PROBLEM TO WORK ON
Of the lines below, report only those that contain "shape".

PROVIDED RECORDS
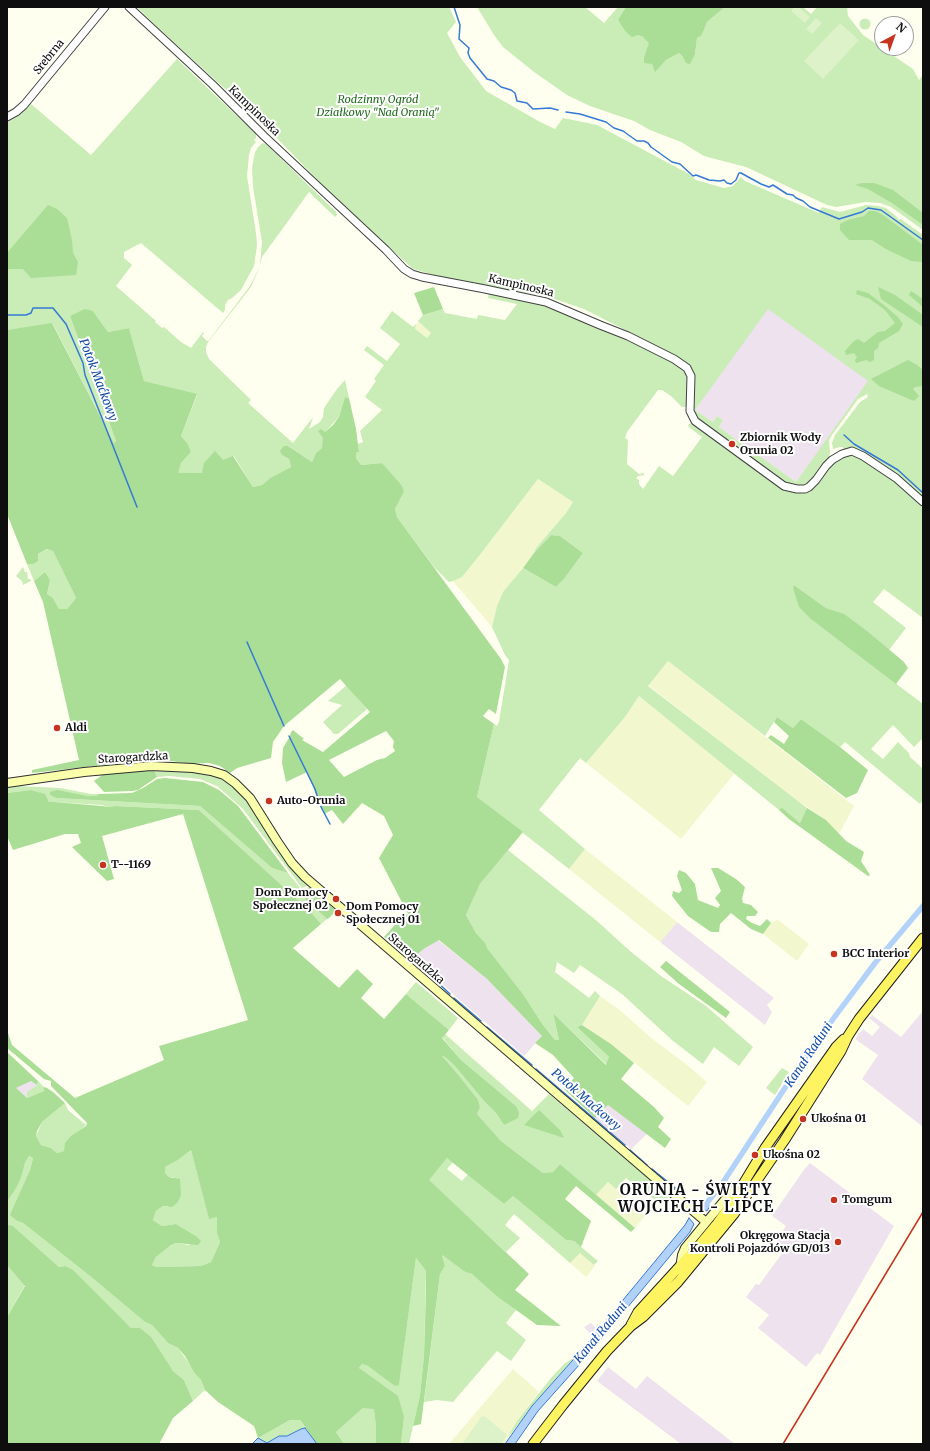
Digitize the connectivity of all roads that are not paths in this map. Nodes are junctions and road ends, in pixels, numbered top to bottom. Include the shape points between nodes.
---
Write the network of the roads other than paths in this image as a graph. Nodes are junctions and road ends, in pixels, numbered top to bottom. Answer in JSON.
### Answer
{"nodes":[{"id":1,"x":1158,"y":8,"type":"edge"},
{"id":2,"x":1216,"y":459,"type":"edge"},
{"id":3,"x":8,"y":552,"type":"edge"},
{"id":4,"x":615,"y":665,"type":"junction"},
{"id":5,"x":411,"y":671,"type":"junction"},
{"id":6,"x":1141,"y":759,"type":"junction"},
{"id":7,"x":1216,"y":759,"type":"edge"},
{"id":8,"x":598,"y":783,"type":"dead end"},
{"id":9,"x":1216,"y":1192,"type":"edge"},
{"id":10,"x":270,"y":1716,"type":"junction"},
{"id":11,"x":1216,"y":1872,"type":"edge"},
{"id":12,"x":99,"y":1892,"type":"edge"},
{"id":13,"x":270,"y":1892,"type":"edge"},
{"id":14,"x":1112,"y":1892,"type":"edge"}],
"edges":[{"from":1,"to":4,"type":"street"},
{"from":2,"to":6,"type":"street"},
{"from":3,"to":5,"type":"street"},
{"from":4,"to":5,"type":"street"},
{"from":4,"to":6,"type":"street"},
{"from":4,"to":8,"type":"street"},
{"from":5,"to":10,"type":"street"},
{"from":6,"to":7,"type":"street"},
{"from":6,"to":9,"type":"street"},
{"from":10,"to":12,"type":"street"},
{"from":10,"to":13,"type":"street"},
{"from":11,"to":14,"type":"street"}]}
---
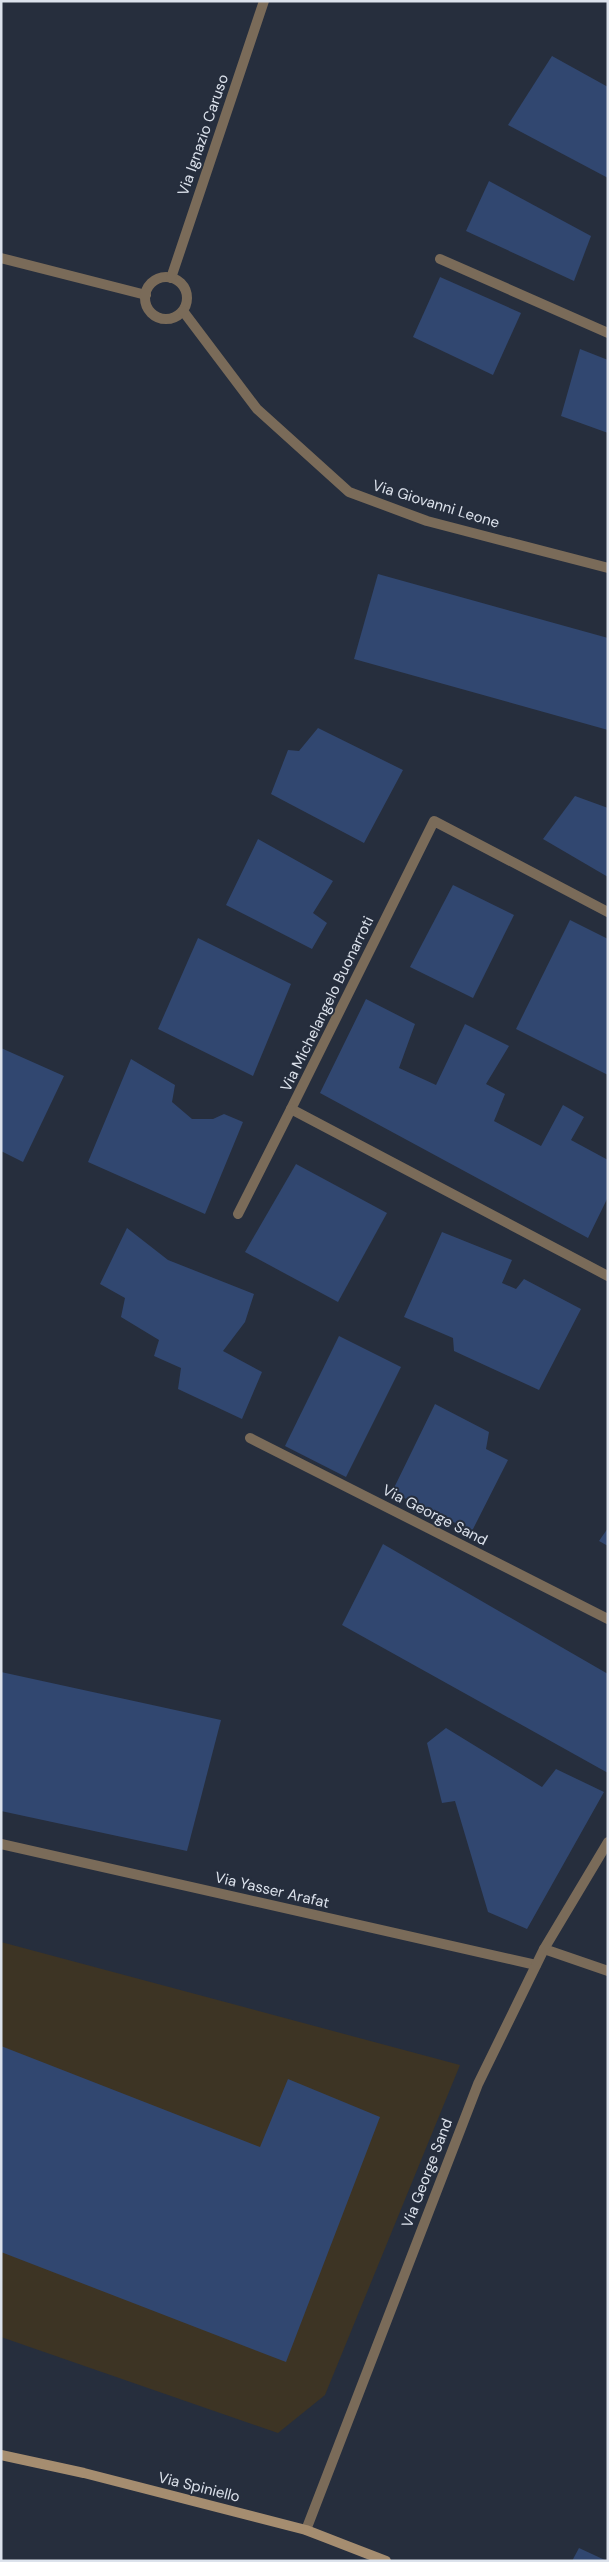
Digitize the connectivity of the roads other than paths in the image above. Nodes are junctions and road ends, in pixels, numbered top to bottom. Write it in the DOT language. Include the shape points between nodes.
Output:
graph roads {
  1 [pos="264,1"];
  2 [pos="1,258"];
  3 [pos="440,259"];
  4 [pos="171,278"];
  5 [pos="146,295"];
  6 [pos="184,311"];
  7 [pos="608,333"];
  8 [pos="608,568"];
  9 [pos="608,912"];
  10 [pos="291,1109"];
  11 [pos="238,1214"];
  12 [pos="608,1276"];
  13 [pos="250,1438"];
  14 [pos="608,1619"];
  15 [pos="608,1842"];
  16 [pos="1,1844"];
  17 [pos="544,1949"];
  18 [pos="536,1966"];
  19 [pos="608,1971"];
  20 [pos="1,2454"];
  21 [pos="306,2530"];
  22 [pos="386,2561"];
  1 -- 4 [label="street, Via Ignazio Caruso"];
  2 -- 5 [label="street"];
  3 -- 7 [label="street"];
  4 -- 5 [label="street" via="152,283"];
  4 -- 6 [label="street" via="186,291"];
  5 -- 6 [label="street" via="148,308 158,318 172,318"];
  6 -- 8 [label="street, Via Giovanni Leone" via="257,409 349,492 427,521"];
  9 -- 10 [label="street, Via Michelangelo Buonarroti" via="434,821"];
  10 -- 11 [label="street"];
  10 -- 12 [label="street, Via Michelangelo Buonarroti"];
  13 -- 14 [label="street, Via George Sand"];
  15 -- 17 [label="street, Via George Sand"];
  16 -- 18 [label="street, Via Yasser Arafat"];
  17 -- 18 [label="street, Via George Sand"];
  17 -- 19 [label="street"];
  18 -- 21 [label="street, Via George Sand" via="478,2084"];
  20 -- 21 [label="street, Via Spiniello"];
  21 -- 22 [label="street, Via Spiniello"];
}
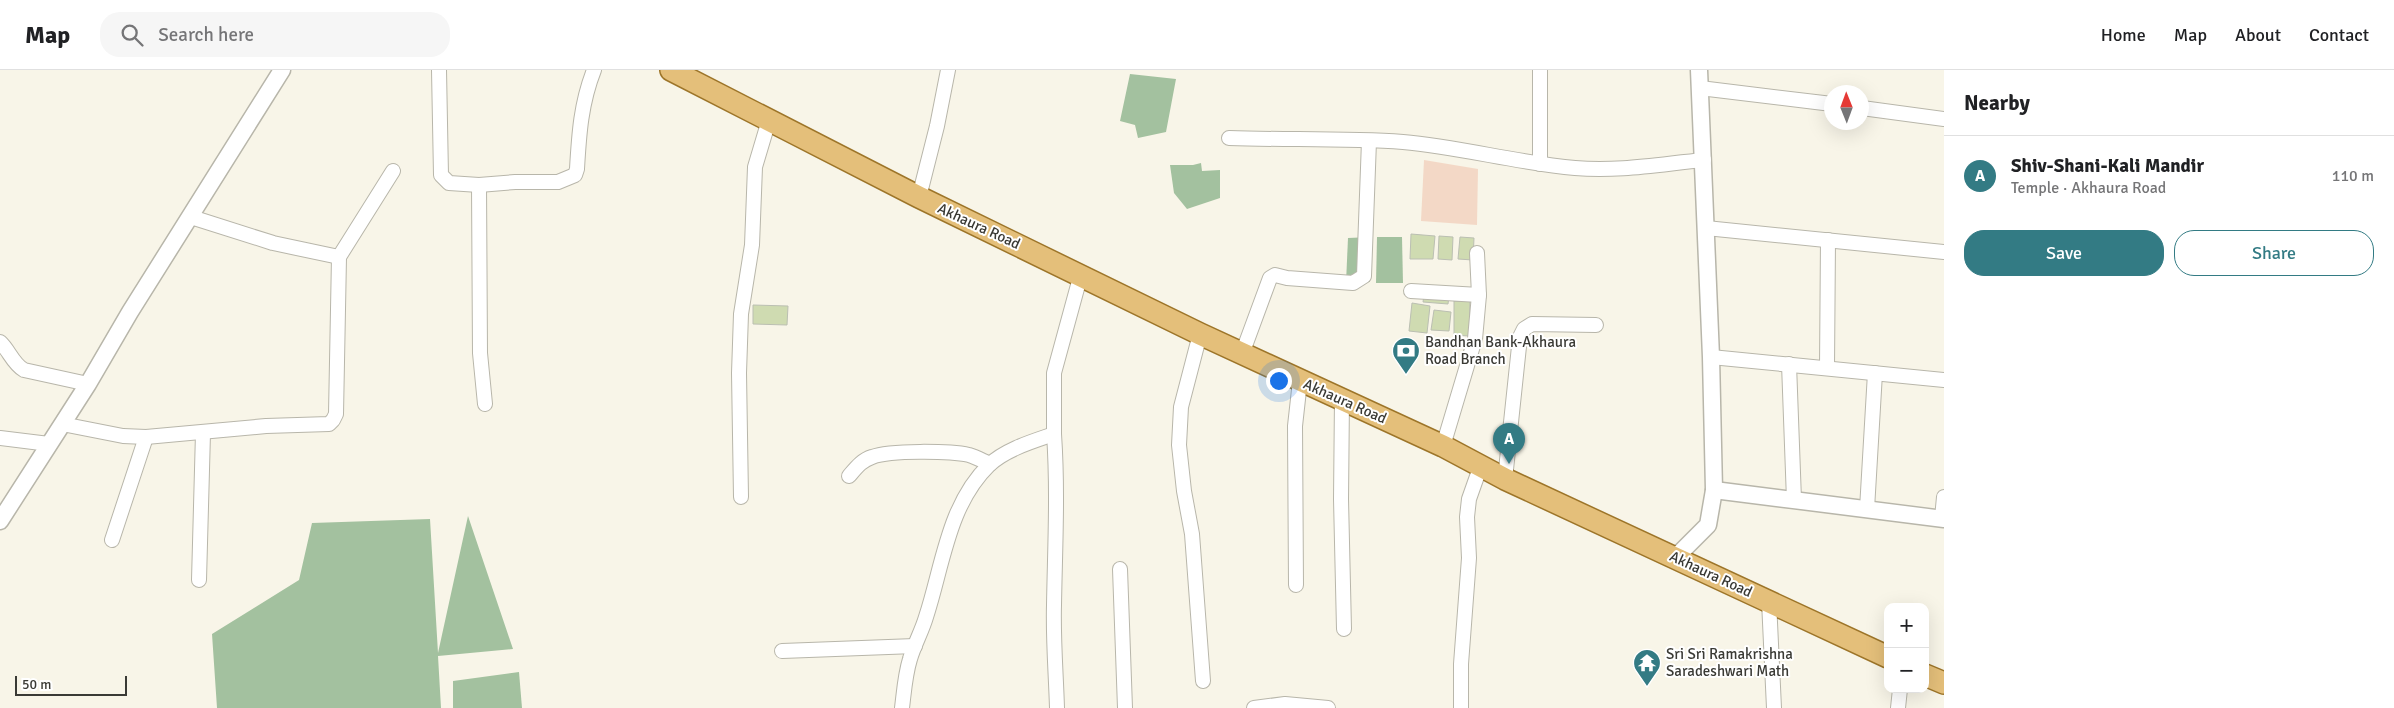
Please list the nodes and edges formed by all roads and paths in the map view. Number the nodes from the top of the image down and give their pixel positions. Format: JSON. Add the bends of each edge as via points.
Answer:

RESPONSE
Digitize the connectivity of all roads that are not paths in this map. Nodes are junctions and road ends, in pixels, numbered top to bottom. Include the shape points between nodes.
Digitize the connectivity of the roads other than paths in the image above. Nodes are junctions and road ends, in pixels, numbered top to bottom. Write it in the DOT language. Include the shape points between nodes.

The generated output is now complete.